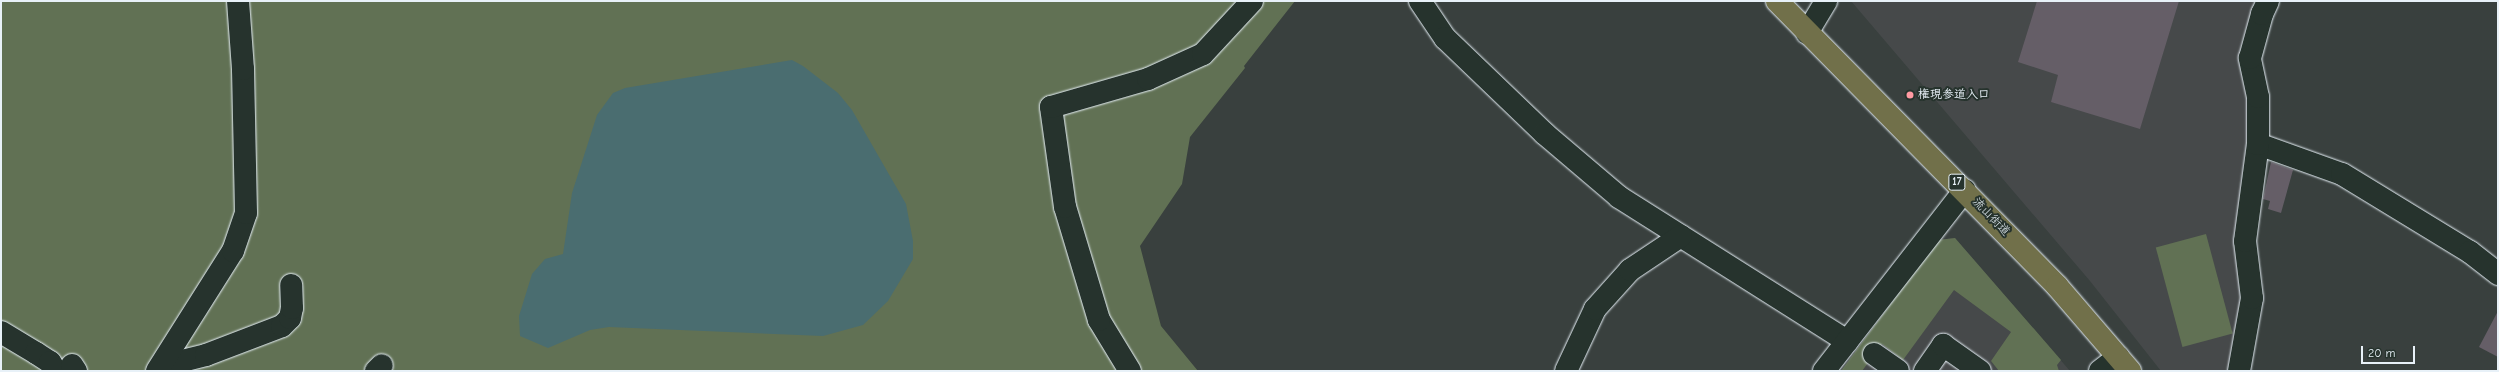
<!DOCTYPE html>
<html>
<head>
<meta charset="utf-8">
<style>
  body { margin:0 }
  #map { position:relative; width:2499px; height:372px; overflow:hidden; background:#39403e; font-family:"Comic Neue","Klee One",sans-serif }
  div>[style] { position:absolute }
  .built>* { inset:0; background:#46494a }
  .green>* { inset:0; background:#617154; transform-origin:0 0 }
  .water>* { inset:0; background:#4a6d70 }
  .building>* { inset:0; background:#655e67 }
  .roads { filter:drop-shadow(0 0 1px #e8f1f8) drop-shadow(0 0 1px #e8f1f8) }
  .minor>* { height:22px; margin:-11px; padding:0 11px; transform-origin:11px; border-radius:11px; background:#26332d }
  .major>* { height:22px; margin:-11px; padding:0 11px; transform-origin:11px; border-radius:11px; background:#71704a }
  .dots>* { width:11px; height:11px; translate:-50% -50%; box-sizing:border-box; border:2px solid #26332d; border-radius:50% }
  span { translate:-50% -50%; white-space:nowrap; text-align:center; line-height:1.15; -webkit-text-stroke:4px #26332d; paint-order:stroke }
  .shield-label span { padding:1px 3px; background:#26332d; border:1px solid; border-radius:3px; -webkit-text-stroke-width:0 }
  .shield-label { font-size:11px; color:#e8f1f8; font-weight:700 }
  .poi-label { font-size:12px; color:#e8f1f8; font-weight:700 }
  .left { translate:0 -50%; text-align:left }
  .street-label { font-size:12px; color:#e8f1f8 }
  .frame { position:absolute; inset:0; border:2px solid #e8f1f8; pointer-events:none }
  .scale { position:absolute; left:2361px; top:346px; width:54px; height:18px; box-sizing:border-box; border:2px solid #e8f1f8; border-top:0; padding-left:5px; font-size:12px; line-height:14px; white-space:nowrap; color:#e8f1f8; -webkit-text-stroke:3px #26332d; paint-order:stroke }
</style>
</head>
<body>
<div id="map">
  <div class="built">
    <div style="clip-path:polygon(1851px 1px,2268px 1px,2259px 31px,2248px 294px,2234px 371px,2161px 371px,2090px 281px)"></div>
    <div style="clip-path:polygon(1955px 238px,2070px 371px,1841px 371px,1938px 240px)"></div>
  </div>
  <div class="green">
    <div style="clip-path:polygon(1px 1px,1295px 1px,1244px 66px,1245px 68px,1190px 137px,1182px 184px,1140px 246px,1161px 326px,1198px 371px,1px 371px)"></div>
    <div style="left:2206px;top:234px;width:103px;height:52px;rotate:75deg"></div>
    <div style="clip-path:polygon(1955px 238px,2061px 360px,2057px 365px,2059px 371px,1999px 371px,1991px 361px,2011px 332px,1954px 290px,1903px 360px,1882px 344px,1862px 371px,1841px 371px,1938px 240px)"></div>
  </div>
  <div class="water">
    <div style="clip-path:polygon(792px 60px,803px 66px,838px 93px,852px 110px,906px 204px,913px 241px,913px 259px,888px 301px,863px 325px,823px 336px,609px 327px,590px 330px,548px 348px,520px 336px,519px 316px,532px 274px,545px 259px,563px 254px,572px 193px,597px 115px,613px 93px,625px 88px)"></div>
  </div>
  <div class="building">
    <div style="clip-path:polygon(2037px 1px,2179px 1px,2140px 129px,2051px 102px,2058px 75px,2018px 62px)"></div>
    <div style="clip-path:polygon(2271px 162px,2293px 170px,2281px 213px,2268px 209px,2270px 201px,2263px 199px)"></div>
    <div style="clip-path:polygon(2498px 311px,2498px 357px,2479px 347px)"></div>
  </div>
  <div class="roads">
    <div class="minor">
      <div style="left:1420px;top:1px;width:45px;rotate:56deg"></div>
      <div style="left:1445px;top:38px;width:139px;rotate:43.8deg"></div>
      <div style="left:1545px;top:134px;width:97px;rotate:40.4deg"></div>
      <div style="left:1619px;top:197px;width:270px;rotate:32.3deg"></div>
      <div style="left:1807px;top:33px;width:37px;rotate:-59deg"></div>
      <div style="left:2258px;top:144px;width:89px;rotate:19.7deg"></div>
      <div style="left:2342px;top:174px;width:150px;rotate:31.4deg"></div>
      <div style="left:2470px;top:252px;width:36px;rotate:38deg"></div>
      <div style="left:1px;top:332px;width:41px;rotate:31deg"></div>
      <div style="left:36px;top:353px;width:17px;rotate:33deg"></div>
      <div style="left:50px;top:362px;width:11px;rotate:56deg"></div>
      <div style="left:1874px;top:354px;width:29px;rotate:35deg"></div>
      <div style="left:72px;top:365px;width:7px;rotate:56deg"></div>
      <div style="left:162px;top:366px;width:45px;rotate:-14deg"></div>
      <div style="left:206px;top:355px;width:81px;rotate:-20.9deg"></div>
      <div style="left:282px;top:326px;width:11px;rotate:-45deg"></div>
      <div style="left:290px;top:318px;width:10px;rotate:-79deg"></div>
      <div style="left:292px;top:308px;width:23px;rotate:-92deg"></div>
      <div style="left:157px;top:371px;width:142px;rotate:-57.7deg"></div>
      <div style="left:233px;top:251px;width:40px;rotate:-71.1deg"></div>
      <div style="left:246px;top:213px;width:144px;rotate:-91.2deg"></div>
      <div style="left:243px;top:69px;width:68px;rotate:-94.2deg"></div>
      <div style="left:376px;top:371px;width:8px;rotate:-45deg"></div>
      <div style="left:1130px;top:371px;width:60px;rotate:-121.3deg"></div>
      <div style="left:1099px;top:320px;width:118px;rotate:-106.7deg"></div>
      <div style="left:1065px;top:207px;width:101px;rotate:-98deg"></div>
      <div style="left:1051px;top:107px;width:101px;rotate:-16.1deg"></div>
      <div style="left:1148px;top:79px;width:60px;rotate:-24.4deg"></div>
      <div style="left:1203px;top:54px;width:72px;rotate:-47.2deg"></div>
      <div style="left:1566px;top:371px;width:68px;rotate:-64.9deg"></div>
      <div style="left:1595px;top:309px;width:52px;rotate:-48.1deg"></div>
      <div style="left:1630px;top:270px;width:61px;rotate:-33.7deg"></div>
      <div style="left:1824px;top:371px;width:229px;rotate:-52.1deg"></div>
      <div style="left:1925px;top:371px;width:32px;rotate:-55deg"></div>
      <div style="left:1943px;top:345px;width:45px;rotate:35.1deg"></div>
      <div style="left:2100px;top:371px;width:23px;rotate:-38deg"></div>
      <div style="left:2239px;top:371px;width:74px;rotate:-79.9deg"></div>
      <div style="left:2252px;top:298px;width:57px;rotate:-97deg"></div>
      <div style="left:2245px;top:241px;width:98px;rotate:-82.4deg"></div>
      <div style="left:2258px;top:144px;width:47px;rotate:-90deg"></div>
      <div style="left:2258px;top:97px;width:40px;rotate:-102deg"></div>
      <div style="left:2250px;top:58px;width:46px;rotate:-74.7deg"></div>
      <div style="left:2262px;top:14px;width:14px;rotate:-65deg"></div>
    </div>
    <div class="major">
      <div style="left:1777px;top:1px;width:400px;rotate:45.5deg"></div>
      <div style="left:2057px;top:286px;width:112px;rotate:49.3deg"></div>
    </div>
  </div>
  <div class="dots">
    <div style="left:1910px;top:95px;background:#ff9aa2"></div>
  </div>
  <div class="shield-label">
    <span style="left:1957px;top:182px">17</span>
  </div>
  <div class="poi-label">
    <span class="left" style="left:1918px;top:95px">権現参道入口</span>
  </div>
  <div class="street-label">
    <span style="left:1991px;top:217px;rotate:46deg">流山街道</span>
  </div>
  <div class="frame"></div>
  <div class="scale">20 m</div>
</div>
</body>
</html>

■ About this task:
Starting from the first line of the entries above, print each line exactly until the line containing "font-size:11px; color:#e8f1f8; font-weight:700" has been printed, and skip the pictures.

■ Worked solution:
<!DOCTYPE html>
<html>
<head>
<meta charset="utf-8">
<style>
  body { margin:0 }
  #map { position:relative; width:2499px; height:372px; overflow:hidden; background:#39403e; font-family:"Comic Neue","Klee One",sans-serif }
  div>[style] { position:absolute }
  .built>* { inset:0; background:#46494a }
  .green>* { inset:0; background:#617154; transform-origin:0 0 }
  .water>* { inset:0; background:#4a6d70 }
  .building>* { inset:0; background:#655e67 }
  .roads { filter:drop-shadow(0 0 1px #e8f1f8) drop-shadow(0 0 1px #e8f1f8) }
  .minor>* { height:22px; margin:-11px; padding:0 11px; transform-origin:11px; border-radius:11px; background:#26332d }
  .major>* { height:22px; margin:-11px; padding:0 11px; transform-origin:11px; border-radius:11px; background:#71704a }
  .dots>* { width:11px; height:11px; translate:-50% -50%; box-sizing:border-box; border:2px solid #26332d; border-radius:50% }
  span { translate:-50% -50%; white-space:nowrap; text-align:center; line-height:1.15; -webkit-text-stroke:4px #26332d; paint-order:stroke }
  .shield-label span { padding:1px 3px; background:#26332d; border:1px solid; border-radius:3px; -webkit-text-stroke-width:0 }
  .shield-label { font-size:11px; color:#e8f1f8; font-weight:700 }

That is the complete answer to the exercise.